A widespread nihilism in culture has led to a lack of consensus about the sacredness of the human person and, in turn, this provides a context for the horrendous and mindless violence inflicted on people, even on young children. We cannot expect respect for the person if we do not give any reasons why persons should be respected. Mutatis mutandis, this is also true of racism. The Judaeo-Christian tradition, based on the Bible, teaches the common origin and equality of all human beings. It may be that Christians have not always upheld such equality in practice but without its basis, as we have seen in doctrines of "scientific racism" and eugenics, the weak will have no defence against oppression and exploitation by the powerful.

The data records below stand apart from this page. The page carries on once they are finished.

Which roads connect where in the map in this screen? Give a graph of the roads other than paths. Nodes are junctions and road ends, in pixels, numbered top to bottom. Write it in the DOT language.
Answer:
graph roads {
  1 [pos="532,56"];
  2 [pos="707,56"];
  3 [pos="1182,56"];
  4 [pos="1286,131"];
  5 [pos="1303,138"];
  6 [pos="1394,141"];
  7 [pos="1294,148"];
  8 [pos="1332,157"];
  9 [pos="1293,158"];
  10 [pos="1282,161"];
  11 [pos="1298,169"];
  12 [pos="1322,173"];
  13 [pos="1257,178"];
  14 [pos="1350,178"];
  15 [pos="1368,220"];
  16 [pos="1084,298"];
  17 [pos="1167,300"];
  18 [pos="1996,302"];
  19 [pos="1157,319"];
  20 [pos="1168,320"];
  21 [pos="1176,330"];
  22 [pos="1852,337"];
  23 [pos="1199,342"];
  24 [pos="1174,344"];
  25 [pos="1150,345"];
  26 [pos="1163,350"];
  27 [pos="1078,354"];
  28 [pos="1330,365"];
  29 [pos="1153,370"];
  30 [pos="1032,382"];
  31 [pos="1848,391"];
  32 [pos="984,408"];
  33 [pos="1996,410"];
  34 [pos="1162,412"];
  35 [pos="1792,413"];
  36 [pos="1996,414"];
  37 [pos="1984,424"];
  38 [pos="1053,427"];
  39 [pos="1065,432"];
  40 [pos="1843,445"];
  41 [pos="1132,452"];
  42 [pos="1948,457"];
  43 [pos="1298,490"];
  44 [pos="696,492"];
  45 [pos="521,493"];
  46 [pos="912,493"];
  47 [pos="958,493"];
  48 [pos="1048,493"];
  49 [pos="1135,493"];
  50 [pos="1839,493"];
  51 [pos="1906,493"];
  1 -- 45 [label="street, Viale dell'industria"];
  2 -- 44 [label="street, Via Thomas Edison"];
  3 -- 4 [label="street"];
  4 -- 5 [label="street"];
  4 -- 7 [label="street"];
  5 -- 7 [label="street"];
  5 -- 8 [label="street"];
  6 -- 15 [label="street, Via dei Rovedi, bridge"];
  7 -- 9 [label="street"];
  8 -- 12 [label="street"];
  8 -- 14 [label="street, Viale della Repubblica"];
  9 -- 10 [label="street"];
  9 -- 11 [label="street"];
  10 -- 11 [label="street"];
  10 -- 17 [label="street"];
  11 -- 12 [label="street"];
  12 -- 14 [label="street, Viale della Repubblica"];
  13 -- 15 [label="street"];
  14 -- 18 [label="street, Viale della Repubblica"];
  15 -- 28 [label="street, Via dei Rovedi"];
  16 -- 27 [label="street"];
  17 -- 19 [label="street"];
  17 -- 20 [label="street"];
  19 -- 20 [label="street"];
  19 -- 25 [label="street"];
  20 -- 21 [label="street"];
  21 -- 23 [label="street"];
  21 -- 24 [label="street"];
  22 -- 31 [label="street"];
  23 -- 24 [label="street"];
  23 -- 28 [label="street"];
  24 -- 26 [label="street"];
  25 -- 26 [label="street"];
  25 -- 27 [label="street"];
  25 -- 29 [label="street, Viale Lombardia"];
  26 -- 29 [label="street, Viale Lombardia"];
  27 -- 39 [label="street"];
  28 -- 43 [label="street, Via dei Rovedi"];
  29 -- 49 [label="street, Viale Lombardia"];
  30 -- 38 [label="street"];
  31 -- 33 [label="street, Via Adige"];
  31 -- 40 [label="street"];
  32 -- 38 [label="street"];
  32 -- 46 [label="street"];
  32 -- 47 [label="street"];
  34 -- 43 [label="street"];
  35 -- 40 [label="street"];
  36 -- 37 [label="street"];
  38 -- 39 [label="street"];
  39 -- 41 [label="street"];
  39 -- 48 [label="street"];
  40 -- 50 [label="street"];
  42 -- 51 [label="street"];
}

The family is an important aspect of biblical anthropology which sees man and woman as ordered to one another in a stable relationship of receiving and giving. It is this mutuality and complementarity, which provides not only support and companionship but the stability required for the nurture of children. The family then is a basic unit of society and any dysfunction will surely affect other areas of our social life. It is true, of course, that Christians themselves have sometimes used family structures to abuse and exploit the more vulnerable members of the family, often women, children or the elderly. In this, they are not alone as such abuse of the family is widespread and can be seen in many parts of the world. But does such abuse or misuse justify the full frontal attack on the family, which we have seen in most Western countries in the last 30 years or so? The Office for National Statistics and other bodies regularly publish figures for marriage, divorce, single-parent families, cohabitation and how long it lasts, etc. This is not the place to go into the detail of these figures save to note the social devastation they represent: families everywhere with a parent (usually the father) absent, the psychological trauma of broken relationships, children without crucial bonding with one parent (usually the father) and for boys the lack of a role model as they grow up.